Lorry-Mardigny, paisible village typique du Sud Messin, possède deux églises romanes : Sainte-Croix à Lorry et Saint-Laurent à Mardigny. Edifiées au XIIème siècle, elles ont subi d’importantes transformations au fil du temps et des aléas de l’histoire.
Eglise fortifiée de Lorry (Crédits photo : Anthony Koenig)
Lorry-Mardigny est blotti à l’ombre des Côtes de Moselle, en Pays Messin. Au Moyen-âge, Lorry était un village prospère. La vigne nécessitait beaucoup de main-d’œuvre. Les travaux s’y étalaient toute l’année. Depuis, des rangs de vigne plantée il y a plus d’une vingtaine d’années par un viticulteur champenois poussent à nouveau à flanc de coteau. Cette vigne, qui bénéfice d’une exposition quasiment plein Sud, a remplacé celle qui existait partout sur les Côtes de Moselle, il y a cent ans.

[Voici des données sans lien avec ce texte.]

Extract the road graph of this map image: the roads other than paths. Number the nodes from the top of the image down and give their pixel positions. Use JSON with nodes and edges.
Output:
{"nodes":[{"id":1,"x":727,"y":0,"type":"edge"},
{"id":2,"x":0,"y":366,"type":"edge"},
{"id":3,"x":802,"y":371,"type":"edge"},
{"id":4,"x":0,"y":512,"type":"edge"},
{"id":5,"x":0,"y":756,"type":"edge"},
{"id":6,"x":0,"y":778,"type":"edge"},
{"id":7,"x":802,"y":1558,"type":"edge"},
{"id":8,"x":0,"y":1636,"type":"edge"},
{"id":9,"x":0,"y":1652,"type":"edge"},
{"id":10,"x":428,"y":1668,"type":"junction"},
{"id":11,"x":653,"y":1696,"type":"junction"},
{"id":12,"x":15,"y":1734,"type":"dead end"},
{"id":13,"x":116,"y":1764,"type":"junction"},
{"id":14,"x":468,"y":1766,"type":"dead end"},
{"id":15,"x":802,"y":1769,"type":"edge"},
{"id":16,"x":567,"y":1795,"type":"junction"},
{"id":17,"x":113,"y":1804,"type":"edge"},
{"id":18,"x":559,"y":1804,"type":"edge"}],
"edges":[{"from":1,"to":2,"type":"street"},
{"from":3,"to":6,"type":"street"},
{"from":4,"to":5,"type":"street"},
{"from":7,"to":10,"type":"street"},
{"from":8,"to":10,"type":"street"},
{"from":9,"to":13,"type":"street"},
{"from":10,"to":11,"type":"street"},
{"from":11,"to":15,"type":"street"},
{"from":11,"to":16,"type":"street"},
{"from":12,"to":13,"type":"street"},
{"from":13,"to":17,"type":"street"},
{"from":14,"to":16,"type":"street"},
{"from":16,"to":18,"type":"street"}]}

Les dernières vendanges commercialisées ont eu lieu en 1956. A l’Ouest, le versant planté de résineux dissimulent les pelouses calcaires (moutote) où poussaient des orchidées sauvages. De l’autre côté de la côte, on plonge sur la Moselle avec en face Pagny et au-dessus Prény et son château des Ducs de Lorraine.
L’église Sainte-Croix était l’église mère. Les grands événements, comme les fêtes religieuses, les mariages et les enterrements, s’y déroulaient. L’église de Madigny était une succursale. Elle ne possédait pas de cimetière. Au XIIème siècle, l’église Sainte-Croix n’avait qu’une seule nef, une tour carrée et une abside. Devenue trop exigüe, une seconde nef fut ajoutée au XIIIème siècle, ce qui doubla pratiquement la capacité d’accueil de l’édifice.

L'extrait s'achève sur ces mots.